In conversation with Channel Post MEA, Sheraun Britton-Parris, Chief Marketing Officer, VisionLabs discusses the use of AI in the facial recognition and the racial biases within facial recognition and how to overcome these, the biases in AI and how to create ethical AI, and much more.
How does AI work in facial recognition and what are the factors that affect the accuracy of facial recognition?
Artificial intelligence (AI) in facial recognition works by learning to recognize human facial features to then correctly identify a vast number of individuals. However AI and machine learning (ML) – regardless of how powerful they are – are nothing without data. If you think of AI as an engine, the data is the fuel. The more fuel you put in, the further the tech can go.
However, one of the issues the industry faces is the lack of diverse datasets driving the tech- meaning technology providers mostly expose their AI to the same type of data which limits its capabilities. The more diverse the data inputted in AI, the more inclusive and accurate the facial recognition technology is.
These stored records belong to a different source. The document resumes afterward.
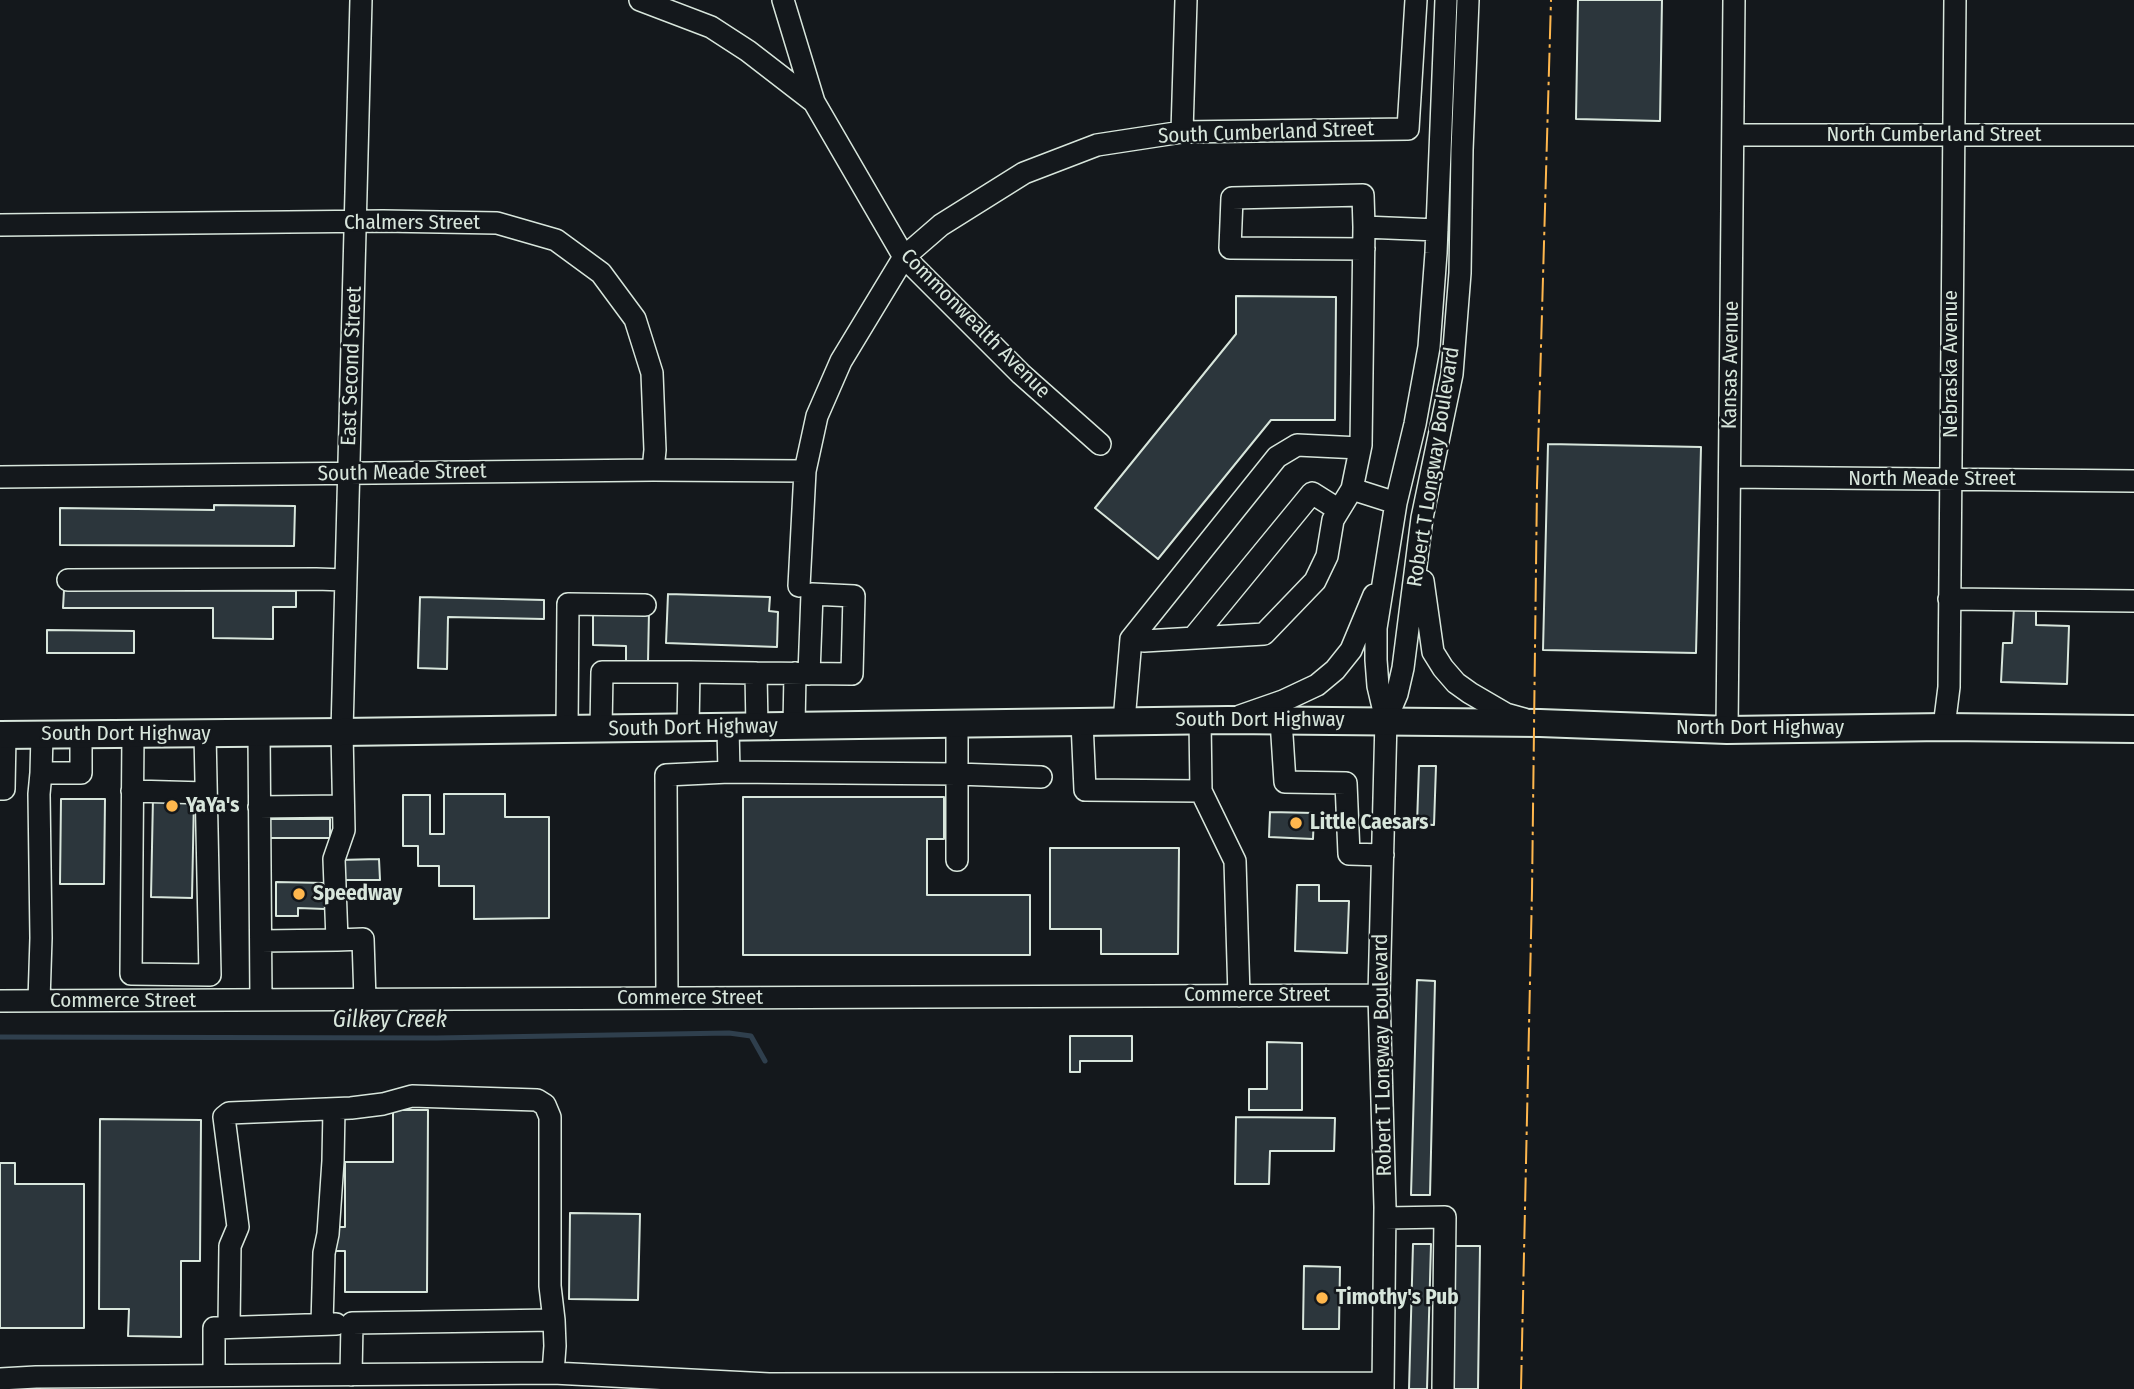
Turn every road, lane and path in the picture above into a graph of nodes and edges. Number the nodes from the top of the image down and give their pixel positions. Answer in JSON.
{"nodes":[{"id":1,"x":361,"y":0,"type":"edge"},
{"id":2,"x":640,"y":0,"type":"edge"},
{"id":3,"x":783,"y":0,"type":"edge"},
{"id":4,"x":1186,"y":0,"type":"edge"},
{"id":5,"x":1416,"y":0,"type":"edge"},
{"id":6,"x":1446,"y":0,"type":"edge"},
{"id":7,"x":1468,"y":0,"type":"edge"},
{"id":8,"x":1734,"y":0,"type":"edge"},
{"id":9,"x":1955,"y":0,"type":"edge"},
{"id":10,"x":814,"y":102,"type":"junction"},
{"id":11,"x":1182,"y":132,"type":"junction"},
{"id":12,"x":1733,"y":135,"type":"junction"},
{"id":13,"x":1953,"y":135,"type":"junction"},
{"id":14,"x":2134,"y":135,"type":"edge"},
{"id":15,"x":1460,"y":221,"type":"junction"},
{"id":16,"x":356,"y":222,"type":"junction"},
{"id":17,"x":0,"y":225,"type":"edge"},
{"id":18,"x":1364,"y":227,"type":"junction"},
{"id":19,"x":1437,"y":235,"type":"junction"},
{"id":20,"x":1364,"y":249,"type":"junction"},
{"id":21,"x":904,"y":257,"type":"junction"},
{"id":22,"x":1100,"y":444,"type":"dead end"},
{"id":23,"x":1360,"y":448,"type":"junction"},
{"id":24,"x":653,"y":470,"type":"junction"},
{"id":25,"x":805,"y":471,"type":"junction"},
{"id":26,"x":349,"y":474,"type":"junction"},
{"id":27,"x":0,"y":477,"type":"edge"},
{"id":28,"x":1730,"y":477,"type":"junction"},
{"id":29,"x":1951,"y":479,"type":"junction"},
{"id":30,"x":2134,"y":481,"type":"edge"},
{"id":31,"x":1352,"y":489,"type":"junction"},
{"id":32,"x":1396,"y":503,"type":"junction"},
{"id":33,"x":1339,"y":510,"type":"junction"},
{"id":34,"x":1422,"y":518,"type":"junction"},
{"id":35,"x":1383,"y":578,"type":"junction"},
{"id":36,"x":68,"y":579,"type":"dead end"},
{"id":37,"x":345,"y":580,"type":"junction"},
{"id":38,"x":799,"y":586,"type":"dead end"},
{"id":39,"x":1950,"y":599,"type":"junction"},
{"id":40,"x":2134,"y":601,"type":"edge"},
{"id":41,"x":645,"y":605,"type":"dead end"},
{"id":42,"x":1193,"y":638,"type":"junction"},
{"id":43,"x":1130,"y":639,"type":"junction"},
{"id":44,"x":690,"y":672,"type":"junction"},
{"id":45,"x":756,"y":673,"type":"junction"},
{"id":46,"x":1200,"y":720,"type":"junction"},
{"id":47,"x":1228,"y":720,"type":"junction"},
{"id":48,"x":1282,"y":720,"type":"junction"},
{"id":49,"x":1386,"y":720,"type":"junction"},
{"id":50,"x":1082,"y":722,"type":"junction"},
{"id":51,"x":1124,"y":722,"type":"junction"},
{"id":52,"x":1540,"y":723,"type":"junction"},
{"id":53,"x":957,"y":724,"type":"junction"},
{"id":54,"x":794,"y":726,"type":"junction"},
{"id":55,"x":728,"y":727,"type":"junction"},
{"id":56,"x":757,"y":727,"type":"junction"},
{"id":57,"x":1944,"y":727,"type":"junction"},
{"id":58,"x":688,"y":728,"type":"junction"},
{"id":59,"x":567,"y":729,"type":"junction"},
{"id":60,"x":601,"y":729,"type":"junction"},
{"id":61,"x":2134,"y":729,"type":"edge"},
{"id":62,"x":1727,"y":730,"type":"junction"},
{"id":63,"x":342,"y":732,"type":"junction"},
{"id":64,"x":205,"y":733,"type":"junction"},
{"id":65,"x":259,"y":733,"type":"junction"},
{"id":66,"x":81,"y":734,"type":"junction"},
{"id":67,"x":133,"y":734,"type":"junction"},
{"id":68,"x":2,"y":735,"type":"edge"},
{"id":69,"x":42,"y":735,"type":"junction"},
{"id":70,"x":729,"y":772,"type":"junction"},
{"id":71,"x":41,"y":773,"type":"junction"},
{"id":72,"x":957,"y":774,"type":"junction"},
{"id":73,"x":1041,"y":777,"type":"dead end"},
{"id":74,"x":0,"y":789,"type":"edge"},
{"id":75,"x":132,"y":791,"type":"junction"},
{"id":76,"x":1201,"y":791,"type":"junction"},
{"id":77,"x":206,"y":793,"type":"junction"},
{"id":78,"x":1347,"y":799,"type":"junction"},
{"id":79,"x":1384,"y":799,"type":"junction"},
{"id":80,"x":343,"y":806,"type":"junction"},
{"id":81,"x":260,"y":807,"type":"junction"},
{"id":82,"x":1382,"y":855,"type":"junction"},
{"id":83,"x":957,"y":860,"type":"dead end"},
{"id":84,"x":337,"y":940,"type":"junction"},
{"id":85,"x":261,"y":941,"type":"junction"},
{"id":86,"x":1379,"y":995,"type":"junction"},
{"id":87,"x":1240,"y":996,"type":"junction"},
{"id":88,"x":667,"y":998,"type":"junction"},
{"id":89,"x":261,"y":1000,"type":"junction"},
{"id":90,"x":365,"y":1000,"type":"junction"},
{"id":91,"x":0,"y":1001,"type":"edge"},
{"id":92,"x":39,"y":1001,"type":"junction"},
{"id":93,"x":334,"y":1109,"type":"junction"},
{"id":94,"x":1385,"y":1218,"type":"junction"},
{"id":95,"x":554,"y":1320,"type":"junction"},
{"id":96,"x":352,"y":1323,"type":"junction"},
{"id":97,"x":322,"y":1324,"type":"junction"},
{"id":98,"x":229,"y":1327,"type":"junction"},
{"id":99,"x":553,"y":1373,"type":"junction"},
{"id":100,"x":214,"y":1375,"type":"junction"},
{"id":101,"x":351,"y":1375,"type":"junction"},
{"id":102,"x":0,"y":1379,"type":"edge"},
{"id":103,"x":475,"y":1381,"type":"edge"},
{"id":104,"x":329,"y":1382,"type":"edge"},
{"id":105,"x":35,"y":1383,"type":"edge"},
{"id":106,"x":1004,"y":1386,"type":"edge"},
{"id":107,"x":1098,"y":1386,"type":"edge"},
{"id":108,"x":1383,"y":1386,"type":"edge"},
{"id":109,"x":1443,"y":1389,"type":"edge"}],
"edges":[{"from":1,"to":16,"type":"street","name":"East Second Street"},
{"from":2,"to":10,"type":"street"},
{"from":3,"to":10,"type":"street","name":"Commonwealth Avenue"},
{"from":4,"to":11,"type":"street"},
{"from":5,"to":11,"type":"street","name":"South Cumberland Street"},
{"from":6,"to":19,"type":"street","name":"Robert T Longway Boulevard"},
{"from":7,"to":15,"type":"street","name":"Robert T Longway Boulevard"},
{"from":8,"to":12,"type":"street","name":"Kansas Avenue"},
{"from":9,"to":13,"type":"street","name":"Nebraska Avenue"},
{"from":10,"to":21,"type":"street","name":"Commonwealth Avenue"},
{"from":11,"to":21,"type":"street","name":"South Cumberland Street"},
{"from":12,"to":13,"type":"street","name":"North Cumberland Street"},
{"from":12,"to":28,"type":"street","name":"Kansas Avenue"},
{"from":13,"to":14,"type":"street","name":"North Cumberland Street"},
{"from":13,"to":29,"type":"street","name":"Nebraska Avenue"},
{"from":15,"to":19,"type":"street"},
{"from":15,"to":34,"type":"street","name":"Robert T Longway Boulevard"},
{"from":16,"to":17,"type":"street","name":"Chalmers Street"},
{"from":16,"to":24,"type":"street","name":"Chalmers Street"},
{"from":16,"to":26,"type":"street","name":"East Second Street"},
{"from":18,"to":19,"type":"street"},
{"from":18,"to":20,"type":"street"},
{"from":18,"to":20,"type":"street"},
{"from":19,"to":32,"type":"street","name":"Robert T Longway Boulevard"},
{"from":20,"to":23,"type":"street"},
{"from":21,"to":22,"type":"street","name":"Commonwealth Avenue"},
{"from":21,"to":25,"type":"street","name":"South Cumberland Street"},
{"from":23,"to":31,"type":"street"},
{"from":23,"to":43,"type":"street"},
{"from":24,"to":25,"type":"street","name":"South Meade Street"},
{"from":24,"to":26,"type":"street","name":"South Meade Street"},
{"from":25,"to":38,"type":"street","name":"South Cumberland Street"},
{"from":26,"to":27,"type":"street","name":"South Meade Street"},
{"from":26,"to":37,"type":"street","name":"East Second Street"},
{"from":28,"to":29,"type":"street","name":"North Meade Street"},
{"from":28,"to":62,"type":"street","name":"Kansas Avenue"},
{"from":29,"to":30,"type":"street","name":"North Meade Street"},
{"from":29,"to":39,"type":"street","name":"Nebraska Avenue"},
{"from":31,"to":32,"type":"street"},
{"from":31,"to":33,"type":"street"},
{"from":32,"to":35,"type":"street","name":"Robert T Longway Boulevard"},
{"from":33,"to":42,"type":"street"},
{"from":33,"to":42,"type":"street"},
{"from":34,"to":49,"type":"street","name":"Robert T Longway Boulevard"},
{"from":34,"to":52,"type":"street"},
{"from":35,"to":47,"type":"street"},
{"from":35,"to":49,"type":"street","name":"Robert T Longway Boulevard"},
{"from":36,"to":37,"type":"street"},
{"from":37,"to":63,"type":"street","name":"East Second Street"},
{"from":39,"to":40,"type":"street"},
{"from":39,"to":57,"type":"street","name":"Nebraska Avenue"},
{"from":41,"to":59,"type":"street"},
{"from":42,"to":43,"type":"street"},
{"from":43,"to":51,"type":"street"},
{"from":44,"to":45,"type":"street"},
{"from":44,"to":58,"type":"street"},
{"from":44,"to":60,"type":"street"},
{"from":45,"to":54,"type":"street"},
{"from":45,"to":56,"type":"street"},
{"from":46,"to":47,"type":"main road","name":"South Dort Highway"},
{"from":46,"to":51,"type":"main road","name":"South Dort Highway"},
{"from":46,"to":76,"type":"street"},
{"from":47,"to":48,"type":"main road","name":"South Dort Highway"},
{"from":48,"to":49,"type":"main road","name":"South Dort Highway"},
{"from":48,"to":78,"type":"street"},
{"from":49,"to":52,"type":"main road","name":"North Dort Highway"},
{"from":49,"to":79,"type":"street","name":"Robert T Longway Boulevard"},
{"from":50,"to":51,"type":"main road","name":"South Dort Highway"},
{"from":50,"to":53,"type":"main road","name":"South Dort Highway"},
{"from":50,"to":76,"type":"street"},
{"from":52,"to":62,"type":"main road","name":"North Dort Highway"},
{"from":53,"to":54,"type":"main road","name":"South Dort Highway"},
{"from":53,"to":72,"type":"street"},
{"from":54,"to":56,"type":"main road","name":"South Dort Highway"},
{"from":55,"to":56,"type":"main road","name":"South Dort Highway"},
{"from":55,"to":58,"type":"main road","name":"South Dort Highway"},
{"from":55,"to":70,"type":"street"},
{"from":57,"to":61,"type":"main road","name":"North Dort Highway"},
{"from":57,"to":62,"type":"main road","name":"North Dort Highway"},
{"from":58,"to":60,"type":"main road","name":"South Dort Highway"},
{"from":59,"to":60,"type":"main road","name":"South Dort Highway"},
{"from":59,"to":63,"type":"main road","name":"South Dort Highway"},
{"from":63,"to":65,"type":"main road","name":"South Dort Highway"},
{"from":63,"to":80,"type":"street","name":"East Second Street"},
{"from":64,"to":65,"type":"main road","name":"South Dort Highway"},
{"from":64,"to":67,"type":"main road","name":"South Dort Highway"},
{"from":64,"to":77,"type":"street"},
{"from":65,"to":81,"type":"street"},
{"from":66,"to":67,"type":"main road","name":"South Dort Highway"},
{"from":66,"to":69,"type":"main road","name":"South Dort Highway"},
{"from":66,"to":71,"type":"street"},
{"from":67,"to":75,"type":"street"},
{"from":68,"to":69,"type":"main road","name":"South Dort Highway"},
{"from":68,"to":74,"type":"street"},
{"from":69,"to":71,"type":"street"},
{"from":70,"to":72,"type":"street"},
{"from":70,"to":88,"type":"street"},
{"from":71,"to":92,"type":"street"},
{"from":72,"to":73,"type":"street"},
{"from":72,"to":83,"type":"street"},
{"from":75,"to":77,"type":"street"},
{"from":75,"to":77,"type":"street"},
{"from":76,"to":87,"type":"street"},
{"from":78,"to":79,"type":"street"},
{"from":78,"to":82,"type":"street"},
{"from":79,"to":82,"type":"street","name":"Robert T Longway Boulevard"},
{"from":80,"to":81,"type":"street"},
{"from":80,"to":84,"type":"street","name":"East Second Street"},
{"from":81,"to":85,"type":"street"},
{"from":82,"to":86,"type":"street","name":"Robert T Longway Boulevard"},
{"from":84,"to":85,"type":"street"},
{"from":84,"to":90,"type":"street"},
{"from":85,"to":89,"type":"street"},
{"from":86,"to":87,"type":"street","name":"Commerce Street"},
{"from":86,"to":94,"type":"street","name":"Robert T Longway Boulevard"},
{"from":87,"to":88,"type":"street","name":"Commerce Street"},
{"from":88,"to":90,"type":"street","name":"Commerce Street"},
{"from":89,"to":90,"type":"street","name":"Commerce Street"},
{"from":89,"to":92,"type":"street","name":"Commerce Street"},
{"from":91,"to":92,"type":"street","name":"Commerce Street"},
{"from":93,"to":95,"type":"street"},
{"from":93,"to":97,"type":"street"},
{"from":93,"to":98,"type":"street"},
{"from":94,"to":108,"type":"street","name":"Robert T Longway Boulevard"},
{"from":94,"to":109,"type":"street"},
{"from":95,"to":96,"type":"street"},
{"from":95,"to":99,"type":"street"},
{"from":96,"to":97,"type":"street"},
{"from":96,"to":101,"type":"street"},
{"from":97,"to":98,"type":"street"},
{"from":98,"to":100,"type":"street"},
{"from":99,"to":103,"type":"street"},
{"from":99,"to":106,"type":"street"},
{"from":100,"to":104,"type":"street"},
{"from":100,"to":105,"type":"street"},
{"from":101,"to":103,"type":"street"},
{"from":101,"to":104,"type":"street"},
{"from":102,"to":105,"type":"street"},
{"from":106,"to":107,"type":"street"},
{"from":107,"to":108,"type":"street"}]}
Also, the use of first-party data can adversely affect the inclusivity and effectiveness of facial recognition technology. At VisionLabs, we leverage 3rd party databases and purposefully seek diversity in the databases our AI is exposed to, ensuring the highest level of accuracy across all races and genders.
Other factors that impact general accuracy include camera quality, lighting and background, as well as the angle of the camera.
How can you know whether AI is working the way you need it to work?
There are two key ways to understand if the AI is working as expected: Testing and client feedback from live deployment.
First, testing is a crucial phase as it allows us to understand if the AI is working as it is intended. All software providers must use 3rd party testing, such as NIST to assess if their AI and technology are working as intended. VisionLabs’ software has been ranked first for 1-to-1, 1-to-many and racial bias by NIST – however of course we are always striving to improve and deliver the greatest digital identity experiences.
Second, clients collect data to understand if facial recognition is delivering value to their business. Clients will flag issues and successes of the technology and how it serves their business environment. The facial recognition providers leverage this feedback to understand their software’s strengths and weaknesses to improve it.
In your view, why is racial bias prevalent in facial recognition technology?
As discussed previously, one key issue is data. The less diverse datasets used in facial recognition technology, the more the bias becomes entrenched within their AI. There aren’t any frameworks or guidelines to help tech providers make their AI more inclusive, meaning that today it just isn’t.
The second key issue, one that spans many industries, is the lack of representation within the decision-making process. Those with the power to make decisions are homogenous in race and gender – white males – leading the AI engine holding their unconscious biases. Algorithms and AI are a direct reflection of the people that create them, so having a diverse team of decision makers is essential.
What are the major impacts that you see because of facial recognition bias?
The impacts of biased facial recognition cannot be understated. Due to the current issues of datasets and representation within the industry, one demographic is being valued more than all others.
People of color are subject to an abnormally high rate of false positives – meaning one individual is mistaken for another. When you consider facial recognition is employed by many security services and police departments the impact of false positives becomes apparent and is a prevalent issue. They have often led to the arrest and criminalization of people of color. It is not speculation to say bias within AI leads to life-altering events for people of color.
These divergent rates in false positives also mean people of color can be subject to higher rates of financial crime where facial recognition is deployed as verification. It also means that people from diverse backgrounds are being excluded from biometric experiences in travel, retail and much more.
How can facial recognition be improved?
In addition to the points raised earlier (facial recognition to be improved through the use of diverse datasets and more diversity across senior, decision-making teams), global standards should be introduced. These standards should improve data privacy and ensure that facial recognition providers meet minimum standards when it comes to the diversity of their data.
AI and biometrics should be developed sustainably and not to the detriment of the environment and/or society. AI creation should be carefully considered – it is one thing to have the technology and another thing to make the technology meaningful.
Visionlabs looks forward to working with organizations and partners globally to help shape a more just and inclusive future of AI.